分布式高并发的环境下,设备ID需要在全国各地同一时间申请,毫秒级的时间下可能生成数万个设备ID,此时确保生成设备ID的唯一性变得至关重要。此外,在秒杀环境下,不仅要保障ID唯一性、还得确保ID生成的优先度。
雪花算法生成的是一个 Long 类型的 ID,Long 占用 64 个 bit 位,该算法将 bit 位分为以下部分:
符号位:通常为 0,代表正数
时间戳:毫秒数,不是直接从 1970 年开始的时间戳,而是代表可使用时间(当前时间减去开始使用时间),大约可使用 2^41 毫秒约 69 年。

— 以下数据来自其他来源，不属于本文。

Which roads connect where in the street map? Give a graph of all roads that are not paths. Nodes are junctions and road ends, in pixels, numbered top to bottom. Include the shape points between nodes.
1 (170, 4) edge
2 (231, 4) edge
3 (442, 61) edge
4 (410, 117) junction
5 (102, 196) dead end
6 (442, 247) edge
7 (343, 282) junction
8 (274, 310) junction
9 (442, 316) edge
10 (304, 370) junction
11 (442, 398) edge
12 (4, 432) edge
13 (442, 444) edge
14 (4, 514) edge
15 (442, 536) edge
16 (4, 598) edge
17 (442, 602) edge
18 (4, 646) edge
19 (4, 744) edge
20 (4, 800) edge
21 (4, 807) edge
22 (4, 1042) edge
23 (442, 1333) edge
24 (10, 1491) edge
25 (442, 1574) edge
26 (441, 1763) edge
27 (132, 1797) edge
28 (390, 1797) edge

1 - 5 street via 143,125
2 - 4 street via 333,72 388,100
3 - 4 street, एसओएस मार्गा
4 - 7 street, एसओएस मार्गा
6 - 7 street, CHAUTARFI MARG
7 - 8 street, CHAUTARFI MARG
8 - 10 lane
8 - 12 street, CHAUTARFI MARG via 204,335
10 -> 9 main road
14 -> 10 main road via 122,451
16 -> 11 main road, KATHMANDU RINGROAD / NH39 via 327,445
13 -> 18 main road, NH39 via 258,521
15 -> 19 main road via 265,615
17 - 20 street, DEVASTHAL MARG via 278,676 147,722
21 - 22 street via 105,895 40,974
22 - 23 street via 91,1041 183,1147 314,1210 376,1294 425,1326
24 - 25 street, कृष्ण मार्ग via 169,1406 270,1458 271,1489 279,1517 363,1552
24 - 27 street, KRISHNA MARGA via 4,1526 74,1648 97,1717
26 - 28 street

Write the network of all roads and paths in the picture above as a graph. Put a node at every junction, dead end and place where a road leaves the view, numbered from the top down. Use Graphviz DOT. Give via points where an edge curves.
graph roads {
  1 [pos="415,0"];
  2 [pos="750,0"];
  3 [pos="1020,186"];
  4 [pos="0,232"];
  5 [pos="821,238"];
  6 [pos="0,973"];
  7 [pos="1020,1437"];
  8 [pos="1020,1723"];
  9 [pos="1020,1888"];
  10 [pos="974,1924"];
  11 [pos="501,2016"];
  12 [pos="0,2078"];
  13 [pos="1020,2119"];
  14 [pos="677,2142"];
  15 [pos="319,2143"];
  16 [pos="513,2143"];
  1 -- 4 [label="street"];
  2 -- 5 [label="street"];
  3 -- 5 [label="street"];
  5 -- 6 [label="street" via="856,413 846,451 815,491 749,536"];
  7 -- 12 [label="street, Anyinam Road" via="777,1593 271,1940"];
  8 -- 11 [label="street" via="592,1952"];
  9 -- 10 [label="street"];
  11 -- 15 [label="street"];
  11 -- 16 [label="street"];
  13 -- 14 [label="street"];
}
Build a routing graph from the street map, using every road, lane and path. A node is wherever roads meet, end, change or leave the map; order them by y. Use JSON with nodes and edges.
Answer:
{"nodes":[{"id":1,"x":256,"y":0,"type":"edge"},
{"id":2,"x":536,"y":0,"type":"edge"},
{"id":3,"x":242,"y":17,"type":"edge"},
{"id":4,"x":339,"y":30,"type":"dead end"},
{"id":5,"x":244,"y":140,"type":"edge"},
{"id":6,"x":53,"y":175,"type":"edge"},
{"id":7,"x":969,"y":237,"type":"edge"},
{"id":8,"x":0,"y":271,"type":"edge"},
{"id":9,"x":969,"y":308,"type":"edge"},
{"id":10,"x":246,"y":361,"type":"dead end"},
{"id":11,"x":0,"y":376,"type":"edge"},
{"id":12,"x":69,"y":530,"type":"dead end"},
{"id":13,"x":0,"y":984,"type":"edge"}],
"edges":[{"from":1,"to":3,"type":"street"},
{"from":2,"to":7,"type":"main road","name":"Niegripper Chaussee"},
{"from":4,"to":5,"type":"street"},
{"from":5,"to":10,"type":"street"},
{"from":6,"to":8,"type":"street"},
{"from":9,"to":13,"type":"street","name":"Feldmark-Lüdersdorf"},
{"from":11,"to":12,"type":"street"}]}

机器 id:高 5 位为数据中心 id,低 5 位为机器 id
序列号:在同一毫秒内从 0 开始的计数器,最大 2^12 为 4096 个,当超过 4096 时,则阻塞等待下一毫秒。既每秒单机可支持并发约为 400 万。
使用雪花算法的原因:
1、引入工具类
package com.example.demo.code;
import lombok.extern.slf4j.Slf4j;
/**
* Twitter_Snowflake
* SnowFlake的结构如下(每部分用-分开):
* 0 - 0000000000 0000000000 0000000000 0000000000 0 - 00000 - 00000 - 000000000000
* 1位标识,由于long基本类型在Java中是带符号的,最高位是符号位,正数是0,负数是1,所以id一般是正数,最高位是0
* 41位时间截(毫秒级),注意,41位时间截不是存储当前时间的时间截,而是存储时间截的差值(当前时间截 - 开始时间截)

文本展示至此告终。